▸ **Brief**
Copy out every line of the records in which "Благовещенская" can be found.

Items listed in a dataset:
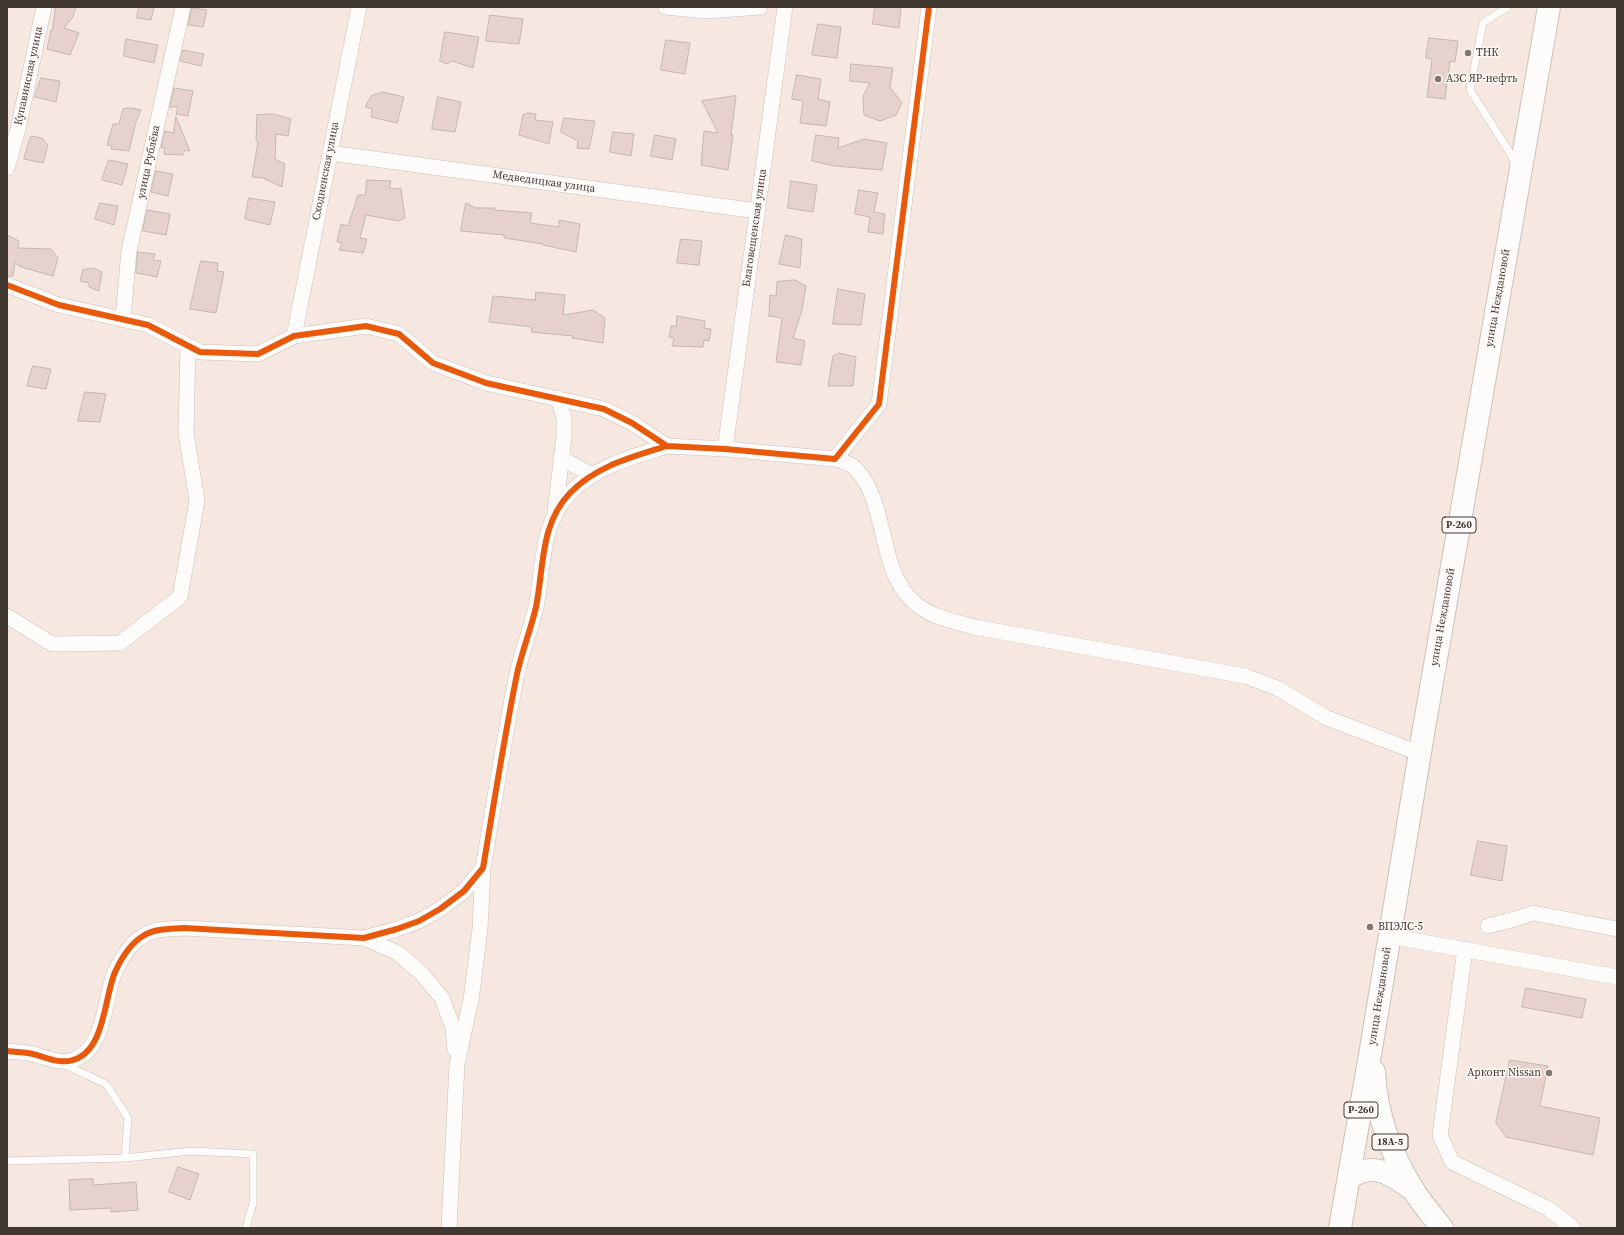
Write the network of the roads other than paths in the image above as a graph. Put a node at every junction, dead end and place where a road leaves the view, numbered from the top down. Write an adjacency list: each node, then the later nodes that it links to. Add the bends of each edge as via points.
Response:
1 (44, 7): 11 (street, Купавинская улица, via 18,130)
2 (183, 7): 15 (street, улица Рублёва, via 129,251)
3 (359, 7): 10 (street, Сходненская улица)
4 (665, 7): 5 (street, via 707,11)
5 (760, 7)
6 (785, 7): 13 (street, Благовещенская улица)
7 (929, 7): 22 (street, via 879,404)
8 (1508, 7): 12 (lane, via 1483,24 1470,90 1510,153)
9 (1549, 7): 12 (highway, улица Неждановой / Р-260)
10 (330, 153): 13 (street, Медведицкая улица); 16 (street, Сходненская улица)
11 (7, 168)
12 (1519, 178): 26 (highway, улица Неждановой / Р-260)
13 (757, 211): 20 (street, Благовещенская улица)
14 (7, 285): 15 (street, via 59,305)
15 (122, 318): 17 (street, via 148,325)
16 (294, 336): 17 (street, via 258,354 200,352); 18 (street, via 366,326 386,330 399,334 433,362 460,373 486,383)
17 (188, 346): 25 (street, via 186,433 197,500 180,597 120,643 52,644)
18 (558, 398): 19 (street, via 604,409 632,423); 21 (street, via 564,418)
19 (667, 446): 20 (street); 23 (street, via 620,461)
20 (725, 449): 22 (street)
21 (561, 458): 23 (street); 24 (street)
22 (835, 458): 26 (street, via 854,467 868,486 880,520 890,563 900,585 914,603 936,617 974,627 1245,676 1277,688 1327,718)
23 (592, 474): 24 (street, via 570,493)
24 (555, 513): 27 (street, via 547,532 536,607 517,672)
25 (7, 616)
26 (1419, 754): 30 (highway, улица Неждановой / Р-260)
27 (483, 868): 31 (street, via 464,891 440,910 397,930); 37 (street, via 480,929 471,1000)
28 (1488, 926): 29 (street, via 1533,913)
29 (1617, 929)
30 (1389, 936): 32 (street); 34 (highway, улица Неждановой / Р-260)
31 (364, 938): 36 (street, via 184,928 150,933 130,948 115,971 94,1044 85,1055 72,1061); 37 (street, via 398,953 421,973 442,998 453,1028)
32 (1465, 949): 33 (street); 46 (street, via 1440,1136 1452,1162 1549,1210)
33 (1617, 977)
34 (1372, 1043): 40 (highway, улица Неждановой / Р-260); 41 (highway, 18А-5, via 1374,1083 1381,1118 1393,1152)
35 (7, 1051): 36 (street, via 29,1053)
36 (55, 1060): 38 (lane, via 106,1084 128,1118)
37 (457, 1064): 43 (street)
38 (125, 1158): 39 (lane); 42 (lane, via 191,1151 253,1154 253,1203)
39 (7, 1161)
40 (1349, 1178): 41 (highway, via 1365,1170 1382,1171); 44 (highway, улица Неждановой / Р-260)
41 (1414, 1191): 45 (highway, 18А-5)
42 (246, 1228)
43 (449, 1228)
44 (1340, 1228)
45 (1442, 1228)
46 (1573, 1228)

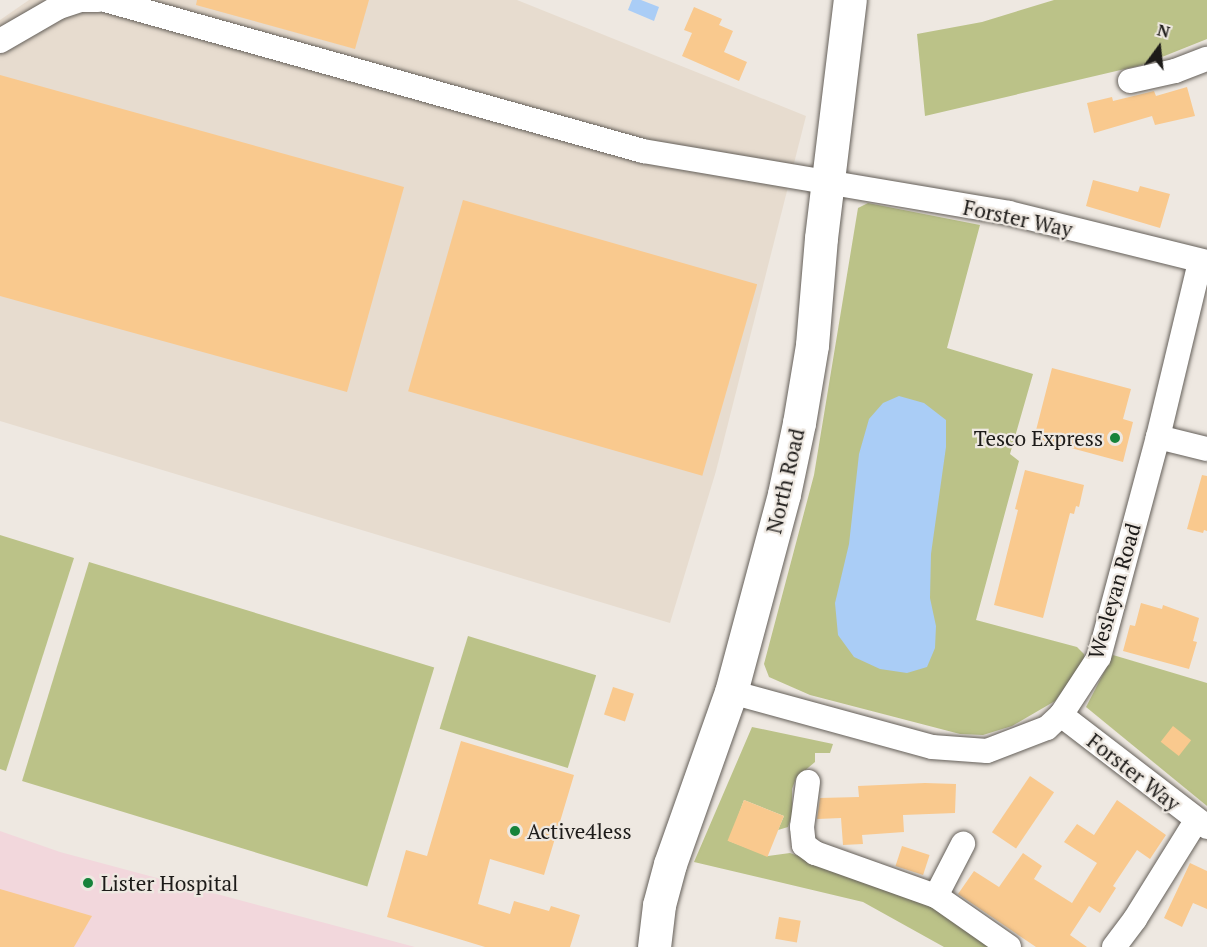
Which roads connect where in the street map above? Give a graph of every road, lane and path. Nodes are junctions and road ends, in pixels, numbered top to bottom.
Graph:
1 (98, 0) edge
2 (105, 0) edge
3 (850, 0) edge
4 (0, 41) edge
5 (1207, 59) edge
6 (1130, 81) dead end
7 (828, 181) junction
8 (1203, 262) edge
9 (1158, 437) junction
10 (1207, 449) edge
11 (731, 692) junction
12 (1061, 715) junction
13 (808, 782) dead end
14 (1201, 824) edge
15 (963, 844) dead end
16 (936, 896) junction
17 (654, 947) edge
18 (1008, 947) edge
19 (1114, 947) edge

▸ **Worked solution**
6 (785, 7): 13 (street, Благовещенская улица)
13 (757, 211): 20 (street, Благовещенская улица)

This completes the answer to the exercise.